§ Your task: In the records below, find the lines that include the string "controls" and report how many there are, nothing else.

§ Input data:

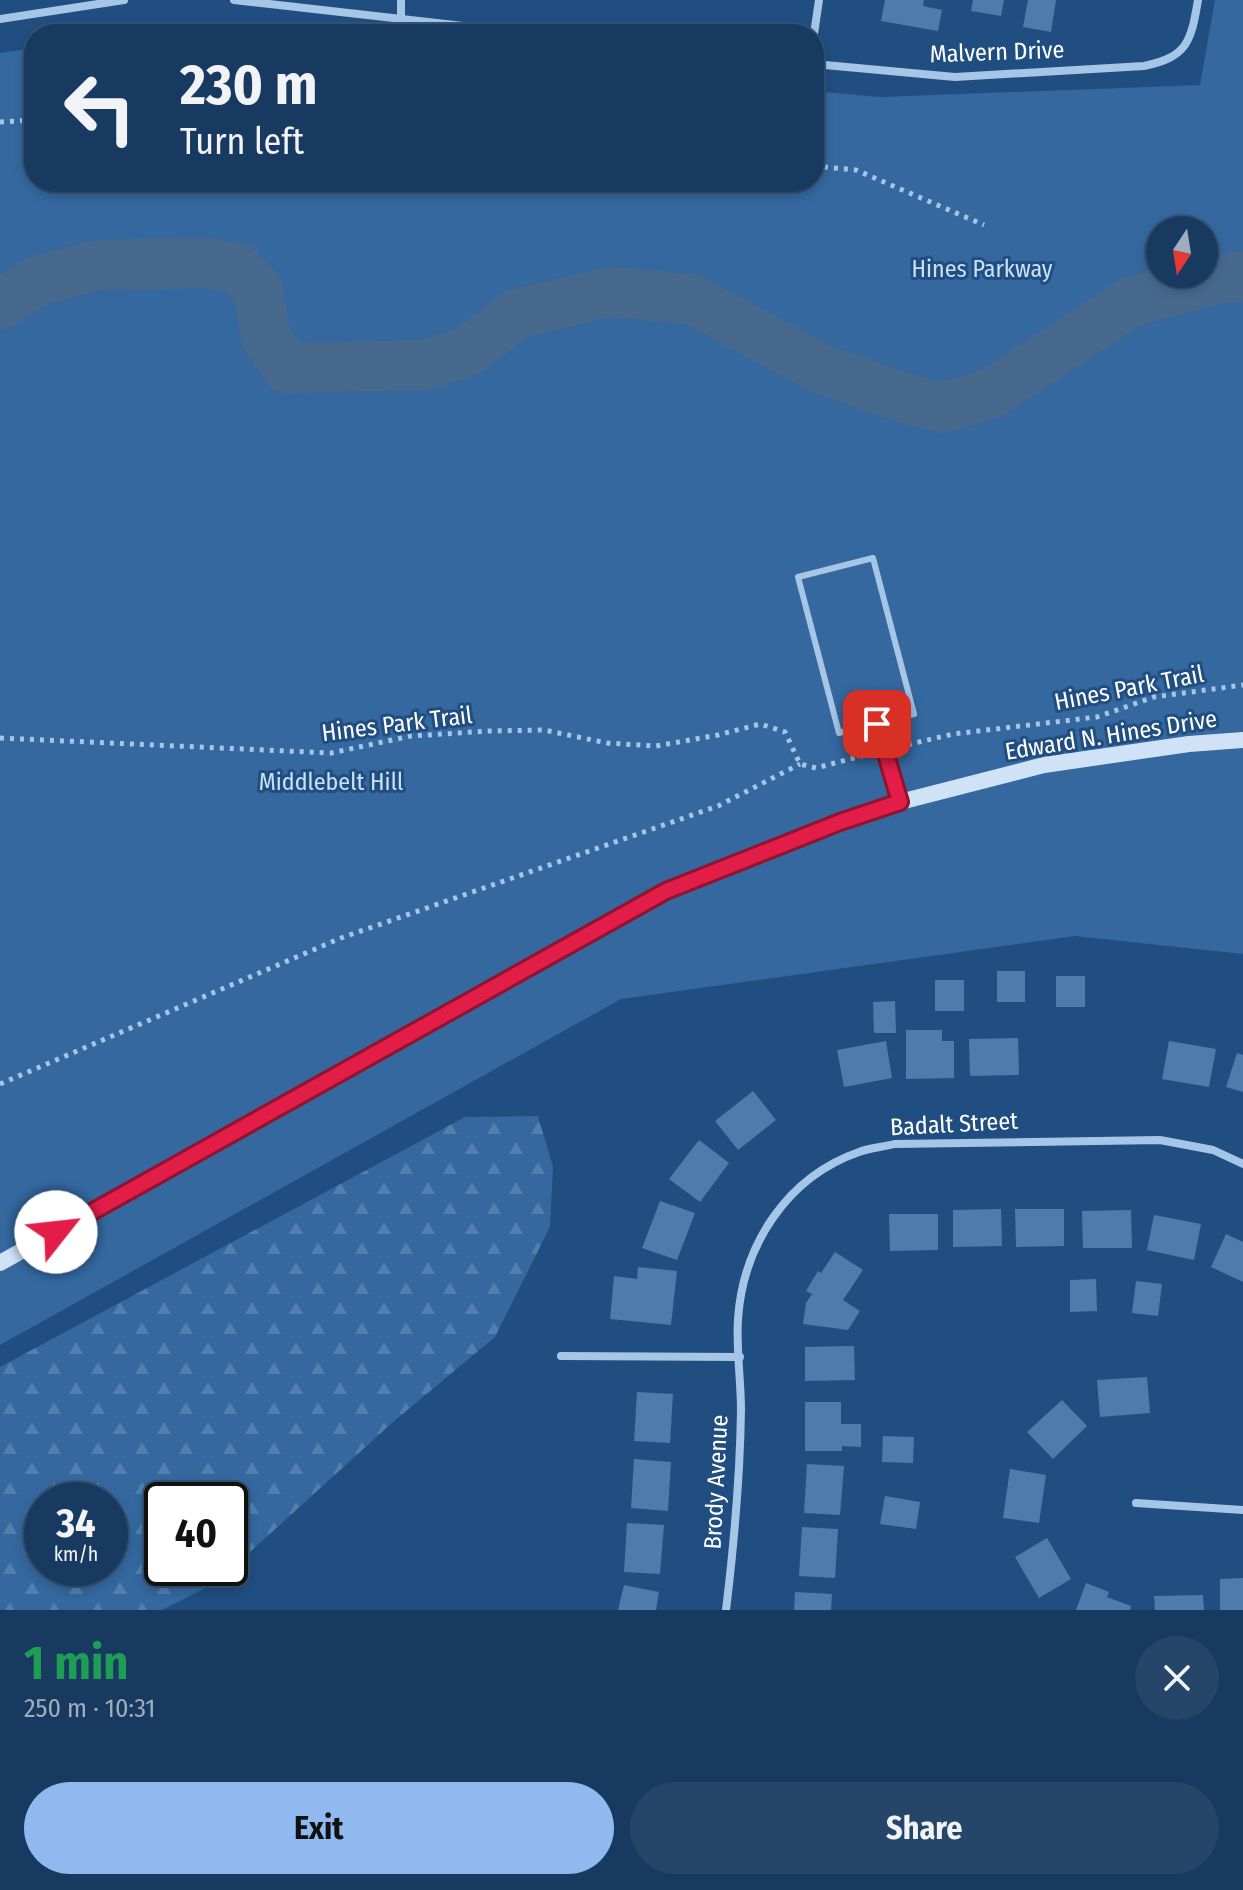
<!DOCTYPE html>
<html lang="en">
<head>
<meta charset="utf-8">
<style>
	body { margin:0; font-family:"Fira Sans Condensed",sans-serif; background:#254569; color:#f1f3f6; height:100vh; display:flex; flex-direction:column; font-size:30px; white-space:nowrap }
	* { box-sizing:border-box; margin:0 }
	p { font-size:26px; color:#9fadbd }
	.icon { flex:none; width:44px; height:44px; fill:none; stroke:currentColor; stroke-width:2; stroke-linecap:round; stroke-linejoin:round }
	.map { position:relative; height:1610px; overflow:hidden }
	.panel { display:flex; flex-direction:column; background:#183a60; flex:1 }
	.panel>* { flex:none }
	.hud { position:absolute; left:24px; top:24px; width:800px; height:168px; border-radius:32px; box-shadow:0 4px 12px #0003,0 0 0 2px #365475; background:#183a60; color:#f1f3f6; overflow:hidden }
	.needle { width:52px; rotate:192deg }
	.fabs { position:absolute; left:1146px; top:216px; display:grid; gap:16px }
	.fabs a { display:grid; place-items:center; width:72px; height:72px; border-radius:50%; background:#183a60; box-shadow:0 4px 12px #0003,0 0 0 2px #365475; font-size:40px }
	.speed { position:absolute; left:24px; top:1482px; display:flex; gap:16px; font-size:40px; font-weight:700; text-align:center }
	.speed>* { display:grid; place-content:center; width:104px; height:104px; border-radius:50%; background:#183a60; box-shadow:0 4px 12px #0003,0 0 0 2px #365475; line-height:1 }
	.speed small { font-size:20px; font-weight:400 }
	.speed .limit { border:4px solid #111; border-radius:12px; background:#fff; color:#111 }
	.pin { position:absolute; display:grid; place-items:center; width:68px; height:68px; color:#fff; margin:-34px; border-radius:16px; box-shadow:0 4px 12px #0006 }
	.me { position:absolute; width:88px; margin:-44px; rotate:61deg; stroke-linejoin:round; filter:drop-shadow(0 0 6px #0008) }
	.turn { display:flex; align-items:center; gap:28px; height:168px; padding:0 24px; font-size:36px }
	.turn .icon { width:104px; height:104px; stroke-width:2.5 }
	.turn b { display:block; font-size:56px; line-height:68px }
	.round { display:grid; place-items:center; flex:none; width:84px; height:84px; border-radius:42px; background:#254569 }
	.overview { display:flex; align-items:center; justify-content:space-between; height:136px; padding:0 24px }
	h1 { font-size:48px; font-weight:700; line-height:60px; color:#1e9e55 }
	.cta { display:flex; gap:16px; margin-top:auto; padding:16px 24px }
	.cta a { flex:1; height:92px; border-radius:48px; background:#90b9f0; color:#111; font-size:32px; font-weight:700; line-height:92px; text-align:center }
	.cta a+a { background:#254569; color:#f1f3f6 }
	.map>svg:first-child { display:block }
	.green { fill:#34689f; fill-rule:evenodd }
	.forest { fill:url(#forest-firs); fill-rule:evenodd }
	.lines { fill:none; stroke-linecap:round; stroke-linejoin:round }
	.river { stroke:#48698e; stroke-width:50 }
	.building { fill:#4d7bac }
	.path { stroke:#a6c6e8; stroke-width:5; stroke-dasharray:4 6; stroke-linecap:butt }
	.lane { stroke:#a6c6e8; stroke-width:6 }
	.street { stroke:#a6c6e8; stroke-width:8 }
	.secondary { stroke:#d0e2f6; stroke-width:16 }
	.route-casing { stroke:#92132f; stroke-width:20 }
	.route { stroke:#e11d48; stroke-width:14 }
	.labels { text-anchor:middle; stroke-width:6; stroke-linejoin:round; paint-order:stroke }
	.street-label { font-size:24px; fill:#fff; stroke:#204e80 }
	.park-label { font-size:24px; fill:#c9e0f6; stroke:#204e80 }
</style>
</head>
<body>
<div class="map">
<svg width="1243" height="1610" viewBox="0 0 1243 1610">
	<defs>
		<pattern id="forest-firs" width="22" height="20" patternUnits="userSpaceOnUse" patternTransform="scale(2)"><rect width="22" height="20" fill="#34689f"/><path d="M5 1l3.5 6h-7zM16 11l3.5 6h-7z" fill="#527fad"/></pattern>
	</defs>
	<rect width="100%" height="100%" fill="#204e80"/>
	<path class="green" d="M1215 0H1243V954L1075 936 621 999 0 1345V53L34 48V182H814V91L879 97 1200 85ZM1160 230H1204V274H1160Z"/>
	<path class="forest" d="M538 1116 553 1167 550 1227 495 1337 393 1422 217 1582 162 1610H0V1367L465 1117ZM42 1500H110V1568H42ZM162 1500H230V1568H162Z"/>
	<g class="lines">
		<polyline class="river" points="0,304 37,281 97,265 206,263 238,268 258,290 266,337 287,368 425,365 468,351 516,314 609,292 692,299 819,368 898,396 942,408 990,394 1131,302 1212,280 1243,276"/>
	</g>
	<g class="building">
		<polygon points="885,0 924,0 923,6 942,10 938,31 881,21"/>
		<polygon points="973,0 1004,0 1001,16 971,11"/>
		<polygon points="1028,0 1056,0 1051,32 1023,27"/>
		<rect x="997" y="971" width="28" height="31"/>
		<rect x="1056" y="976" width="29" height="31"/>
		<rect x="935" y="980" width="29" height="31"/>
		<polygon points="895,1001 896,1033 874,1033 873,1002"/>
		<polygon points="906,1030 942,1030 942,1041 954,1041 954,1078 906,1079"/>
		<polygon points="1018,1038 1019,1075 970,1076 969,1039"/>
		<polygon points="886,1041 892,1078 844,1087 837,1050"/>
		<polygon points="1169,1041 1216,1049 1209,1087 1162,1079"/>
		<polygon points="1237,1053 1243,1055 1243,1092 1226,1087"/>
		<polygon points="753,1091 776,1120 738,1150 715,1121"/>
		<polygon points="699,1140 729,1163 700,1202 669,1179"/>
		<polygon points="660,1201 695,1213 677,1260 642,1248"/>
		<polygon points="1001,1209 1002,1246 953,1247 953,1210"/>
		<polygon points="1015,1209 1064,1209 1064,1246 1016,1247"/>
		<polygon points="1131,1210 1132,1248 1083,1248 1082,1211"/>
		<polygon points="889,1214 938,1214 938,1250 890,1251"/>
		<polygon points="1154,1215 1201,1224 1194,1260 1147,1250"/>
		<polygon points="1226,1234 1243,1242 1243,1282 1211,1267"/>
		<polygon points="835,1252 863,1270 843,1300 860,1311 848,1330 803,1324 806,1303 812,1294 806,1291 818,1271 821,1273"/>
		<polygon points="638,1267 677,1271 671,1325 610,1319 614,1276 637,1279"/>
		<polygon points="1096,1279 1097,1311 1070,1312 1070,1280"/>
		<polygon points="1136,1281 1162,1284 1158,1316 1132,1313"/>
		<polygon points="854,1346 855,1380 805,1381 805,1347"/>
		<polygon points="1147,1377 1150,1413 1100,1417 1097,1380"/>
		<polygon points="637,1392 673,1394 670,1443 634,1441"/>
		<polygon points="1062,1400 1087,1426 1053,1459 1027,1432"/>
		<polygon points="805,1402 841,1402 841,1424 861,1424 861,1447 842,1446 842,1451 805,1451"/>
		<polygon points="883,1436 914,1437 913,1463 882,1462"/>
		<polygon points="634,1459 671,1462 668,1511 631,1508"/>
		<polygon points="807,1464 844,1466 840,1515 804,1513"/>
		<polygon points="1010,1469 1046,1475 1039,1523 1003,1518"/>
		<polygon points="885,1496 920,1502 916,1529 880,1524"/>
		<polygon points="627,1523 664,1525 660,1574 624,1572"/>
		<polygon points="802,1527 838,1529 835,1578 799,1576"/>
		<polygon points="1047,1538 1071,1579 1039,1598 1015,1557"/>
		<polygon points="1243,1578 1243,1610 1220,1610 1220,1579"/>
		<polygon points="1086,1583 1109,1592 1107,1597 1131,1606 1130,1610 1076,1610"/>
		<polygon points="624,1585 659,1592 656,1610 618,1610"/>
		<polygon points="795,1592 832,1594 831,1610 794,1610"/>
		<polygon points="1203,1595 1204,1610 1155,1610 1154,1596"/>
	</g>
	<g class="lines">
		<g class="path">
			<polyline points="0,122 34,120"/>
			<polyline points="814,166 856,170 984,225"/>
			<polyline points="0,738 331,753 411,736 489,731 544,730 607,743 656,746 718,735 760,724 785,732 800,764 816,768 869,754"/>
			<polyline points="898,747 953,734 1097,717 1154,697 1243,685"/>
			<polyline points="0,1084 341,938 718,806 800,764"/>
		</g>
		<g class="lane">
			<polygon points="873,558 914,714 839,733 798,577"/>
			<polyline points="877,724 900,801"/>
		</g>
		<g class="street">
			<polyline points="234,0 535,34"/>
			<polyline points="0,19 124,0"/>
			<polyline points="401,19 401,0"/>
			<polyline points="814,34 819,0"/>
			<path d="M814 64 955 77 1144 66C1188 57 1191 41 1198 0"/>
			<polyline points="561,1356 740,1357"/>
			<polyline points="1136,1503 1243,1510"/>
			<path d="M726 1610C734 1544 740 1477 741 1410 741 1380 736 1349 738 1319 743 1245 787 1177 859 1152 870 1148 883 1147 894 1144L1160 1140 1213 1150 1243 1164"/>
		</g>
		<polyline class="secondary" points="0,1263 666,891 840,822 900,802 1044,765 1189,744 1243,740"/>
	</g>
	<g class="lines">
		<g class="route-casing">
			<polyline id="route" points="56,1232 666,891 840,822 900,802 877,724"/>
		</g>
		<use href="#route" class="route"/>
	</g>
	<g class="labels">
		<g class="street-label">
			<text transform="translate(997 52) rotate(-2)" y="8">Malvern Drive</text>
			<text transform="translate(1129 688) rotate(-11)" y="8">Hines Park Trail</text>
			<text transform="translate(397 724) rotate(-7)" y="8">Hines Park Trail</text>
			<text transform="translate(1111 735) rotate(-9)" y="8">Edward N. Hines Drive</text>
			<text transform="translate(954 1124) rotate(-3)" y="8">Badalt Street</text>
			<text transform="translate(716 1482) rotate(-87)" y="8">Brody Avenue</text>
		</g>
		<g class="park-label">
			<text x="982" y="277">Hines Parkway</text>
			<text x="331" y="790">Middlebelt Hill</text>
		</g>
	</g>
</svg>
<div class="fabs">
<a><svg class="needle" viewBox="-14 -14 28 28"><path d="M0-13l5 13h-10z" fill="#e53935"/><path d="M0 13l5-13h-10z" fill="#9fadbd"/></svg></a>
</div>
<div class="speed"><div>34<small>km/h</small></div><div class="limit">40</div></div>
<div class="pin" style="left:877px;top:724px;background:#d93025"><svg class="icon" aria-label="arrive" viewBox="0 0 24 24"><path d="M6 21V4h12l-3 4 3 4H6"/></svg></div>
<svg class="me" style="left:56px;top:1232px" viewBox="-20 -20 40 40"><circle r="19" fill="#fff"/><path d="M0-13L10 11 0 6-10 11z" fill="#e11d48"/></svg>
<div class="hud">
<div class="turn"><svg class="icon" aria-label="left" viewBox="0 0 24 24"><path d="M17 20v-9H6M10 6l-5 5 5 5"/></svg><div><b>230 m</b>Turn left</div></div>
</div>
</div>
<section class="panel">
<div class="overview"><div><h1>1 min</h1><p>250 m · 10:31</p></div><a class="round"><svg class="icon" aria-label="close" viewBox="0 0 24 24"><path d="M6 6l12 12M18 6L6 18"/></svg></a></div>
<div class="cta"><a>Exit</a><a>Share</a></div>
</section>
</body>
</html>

--

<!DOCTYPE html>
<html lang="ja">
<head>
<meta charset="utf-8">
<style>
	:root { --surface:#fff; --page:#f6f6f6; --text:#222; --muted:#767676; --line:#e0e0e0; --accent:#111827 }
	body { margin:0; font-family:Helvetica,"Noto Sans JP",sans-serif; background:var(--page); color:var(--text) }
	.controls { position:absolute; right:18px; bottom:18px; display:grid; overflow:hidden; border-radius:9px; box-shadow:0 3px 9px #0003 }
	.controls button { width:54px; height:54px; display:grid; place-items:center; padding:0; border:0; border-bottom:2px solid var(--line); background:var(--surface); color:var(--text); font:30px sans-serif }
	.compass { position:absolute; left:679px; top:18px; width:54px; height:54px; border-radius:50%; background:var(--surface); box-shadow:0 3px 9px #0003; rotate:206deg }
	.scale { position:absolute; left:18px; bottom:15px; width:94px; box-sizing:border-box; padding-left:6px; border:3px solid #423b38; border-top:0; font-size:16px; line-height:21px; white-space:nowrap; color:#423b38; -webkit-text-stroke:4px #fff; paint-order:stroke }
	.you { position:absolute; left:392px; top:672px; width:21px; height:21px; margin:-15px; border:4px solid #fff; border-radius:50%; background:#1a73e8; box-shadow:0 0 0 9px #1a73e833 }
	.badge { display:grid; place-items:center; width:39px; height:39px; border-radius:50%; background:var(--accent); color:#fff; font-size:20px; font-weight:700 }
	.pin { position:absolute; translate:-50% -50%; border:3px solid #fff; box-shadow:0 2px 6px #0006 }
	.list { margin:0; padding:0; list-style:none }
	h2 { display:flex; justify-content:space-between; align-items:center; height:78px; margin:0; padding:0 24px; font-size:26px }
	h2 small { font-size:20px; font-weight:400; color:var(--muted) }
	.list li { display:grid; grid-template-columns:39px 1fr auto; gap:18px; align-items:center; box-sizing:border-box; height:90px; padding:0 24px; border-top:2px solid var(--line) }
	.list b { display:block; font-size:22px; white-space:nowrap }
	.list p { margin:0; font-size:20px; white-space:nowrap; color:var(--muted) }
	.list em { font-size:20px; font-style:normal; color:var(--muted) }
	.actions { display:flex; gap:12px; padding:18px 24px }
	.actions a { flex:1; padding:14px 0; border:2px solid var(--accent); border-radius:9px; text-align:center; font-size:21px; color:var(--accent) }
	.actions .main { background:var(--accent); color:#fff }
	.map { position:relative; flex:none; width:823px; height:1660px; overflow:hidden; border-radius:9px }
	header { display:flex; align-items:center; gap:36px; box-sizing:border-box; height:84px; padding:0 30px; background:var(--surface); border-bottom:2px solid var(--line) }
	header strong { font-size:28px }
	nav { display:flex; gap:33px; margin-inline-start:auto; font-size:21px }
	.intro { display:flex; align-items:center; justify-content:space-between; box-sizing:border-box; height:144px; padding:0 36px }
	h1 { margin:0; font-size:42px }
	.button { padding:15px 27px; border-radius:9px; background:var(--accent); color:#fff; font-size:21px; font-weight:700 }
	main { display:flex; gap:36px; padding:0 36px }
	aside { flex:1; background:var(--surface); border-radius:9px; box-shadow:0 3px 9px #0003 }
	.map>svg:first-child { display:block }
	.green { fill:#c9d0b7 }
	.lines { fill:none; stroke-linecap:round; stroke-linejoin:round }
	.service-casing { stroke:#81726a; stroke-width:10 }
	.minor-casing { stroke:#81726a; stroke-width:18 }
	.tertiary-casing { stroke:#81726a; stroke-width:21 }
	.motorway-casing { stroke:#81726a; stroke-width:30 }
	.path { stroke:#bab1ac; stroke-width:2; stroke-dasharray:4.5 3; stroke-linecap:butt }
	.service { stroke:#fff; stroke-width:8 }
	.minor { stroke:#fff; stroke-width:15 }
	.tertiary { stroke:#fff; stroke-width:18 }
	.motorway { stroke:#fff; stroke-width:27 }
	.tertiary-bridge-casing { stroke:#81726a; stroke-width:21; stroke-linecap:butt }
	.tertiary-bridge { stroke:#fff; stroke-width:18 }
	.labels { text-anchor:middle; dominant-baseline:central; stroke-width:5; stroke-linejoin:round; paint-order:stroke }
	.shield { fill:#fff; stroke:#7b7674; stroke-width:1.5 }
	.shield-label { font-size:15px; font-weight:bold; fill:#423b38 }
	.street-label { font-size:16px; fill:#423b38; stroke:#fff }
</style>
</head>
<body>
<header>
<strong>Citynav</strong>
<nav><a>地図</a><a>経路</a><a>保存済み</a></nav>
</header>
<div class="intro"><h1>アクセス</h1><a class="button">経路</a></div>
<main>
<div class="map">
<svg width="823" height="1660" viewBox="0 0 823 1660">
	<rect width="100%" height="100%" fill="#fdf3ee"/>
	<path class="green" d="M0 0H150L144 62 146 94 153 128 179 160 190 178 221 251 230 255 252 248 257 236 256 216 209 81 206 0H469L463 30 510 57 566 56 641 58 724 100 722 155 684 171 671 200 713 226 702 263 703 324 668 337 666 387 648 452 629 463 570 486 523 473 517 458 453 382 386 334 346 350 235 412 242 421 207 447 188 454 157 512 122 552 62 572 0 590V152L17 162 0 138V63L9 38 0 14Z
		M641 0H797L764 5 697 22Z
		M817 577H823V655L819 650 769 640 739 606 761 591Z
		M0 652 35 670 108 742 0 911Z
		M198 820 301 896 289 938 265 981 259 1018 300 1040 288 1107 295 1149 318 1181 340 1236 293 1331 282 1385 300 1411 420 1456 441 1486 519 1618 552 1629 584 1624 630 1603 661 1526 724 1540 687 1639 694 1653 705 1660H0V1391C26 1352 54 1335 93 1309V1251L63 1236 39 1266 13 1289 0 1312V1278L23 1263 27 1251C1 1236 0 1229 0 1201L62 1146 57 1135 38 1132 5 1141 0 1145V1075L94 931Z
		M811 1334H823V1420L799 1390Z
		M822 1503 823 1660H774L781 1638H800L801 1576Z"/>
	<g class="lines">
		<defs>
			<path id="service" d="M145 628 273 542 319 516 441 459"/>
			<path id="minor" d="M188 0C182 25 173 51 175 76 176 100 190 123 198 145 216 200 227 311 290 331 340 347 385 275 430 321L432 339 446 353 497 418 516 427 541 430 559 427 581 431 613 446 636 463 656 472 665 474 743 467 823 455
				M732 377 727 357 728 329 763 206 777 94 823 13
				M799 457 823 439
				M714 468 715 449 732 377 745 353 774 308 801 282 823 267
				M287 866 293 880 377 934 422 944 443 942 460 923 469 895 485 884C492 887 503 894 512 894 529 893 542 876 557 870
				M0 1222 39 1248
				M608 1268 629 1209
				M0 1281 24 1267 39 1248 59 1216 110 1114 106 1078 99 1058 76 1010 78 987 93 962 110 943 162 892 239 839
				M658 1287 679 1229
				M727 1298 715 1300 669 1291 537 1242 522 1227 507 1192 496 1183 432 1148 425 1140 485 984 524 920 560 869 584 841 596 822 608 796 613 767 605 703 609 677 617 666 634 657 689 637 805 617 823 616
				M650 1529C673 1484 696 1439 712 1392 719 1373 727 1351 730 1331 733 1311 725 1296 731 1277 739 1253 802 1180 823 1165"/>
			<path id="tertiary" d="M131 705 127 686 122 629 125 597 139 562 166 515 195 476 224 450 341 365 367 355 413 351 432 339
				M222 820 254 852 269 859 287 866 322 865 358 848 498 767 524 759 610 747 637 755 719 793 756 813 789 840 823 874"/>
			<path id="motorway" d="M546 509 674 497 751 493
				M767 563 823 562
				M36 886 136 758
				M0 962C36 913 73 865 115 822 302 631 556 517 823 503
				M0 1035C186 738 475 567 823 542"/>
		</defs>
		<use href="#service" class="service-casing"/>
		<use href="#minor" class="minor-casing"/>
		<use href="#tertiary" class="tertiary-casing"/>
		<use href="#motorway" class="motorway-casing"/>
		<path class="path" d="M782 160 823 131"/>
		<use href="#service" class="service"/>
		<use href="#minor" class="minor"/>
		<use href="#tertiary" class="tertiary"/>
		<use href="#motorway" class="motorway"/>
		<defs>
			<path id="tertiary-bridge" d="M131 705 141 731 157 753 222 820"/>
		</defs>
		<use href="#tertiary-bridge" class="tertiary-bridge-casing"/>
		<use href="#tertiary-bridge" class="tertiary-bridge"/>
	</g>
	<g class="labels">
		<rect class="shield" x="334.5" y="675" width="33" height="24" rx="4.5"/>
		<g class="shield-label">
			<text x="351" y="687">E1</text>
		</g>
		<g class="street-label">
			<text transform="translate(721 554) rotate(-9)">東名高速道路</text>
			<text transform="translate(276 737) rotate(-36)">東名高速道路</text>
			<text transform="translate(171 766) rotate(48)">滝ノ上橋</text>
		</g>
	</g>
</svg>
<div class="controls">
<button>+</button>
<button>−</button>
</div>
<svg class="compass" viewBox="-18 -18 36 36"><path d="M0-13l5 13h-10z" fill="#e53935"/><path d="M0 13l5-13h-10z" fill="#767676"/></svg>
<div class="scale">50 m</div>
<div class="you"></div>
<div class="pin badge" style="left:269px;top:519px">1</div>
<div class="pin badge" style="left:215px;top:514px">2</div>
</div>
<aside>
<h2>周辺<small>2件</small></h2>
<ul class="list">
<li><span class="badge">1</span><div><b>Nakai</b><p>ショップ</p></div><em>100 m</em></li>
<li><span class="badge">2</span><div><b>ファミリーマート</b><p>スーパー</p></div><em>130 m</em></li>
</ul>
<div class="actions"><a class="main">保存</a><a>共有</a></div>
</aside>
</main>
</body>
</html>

§ Solution for this problem: 3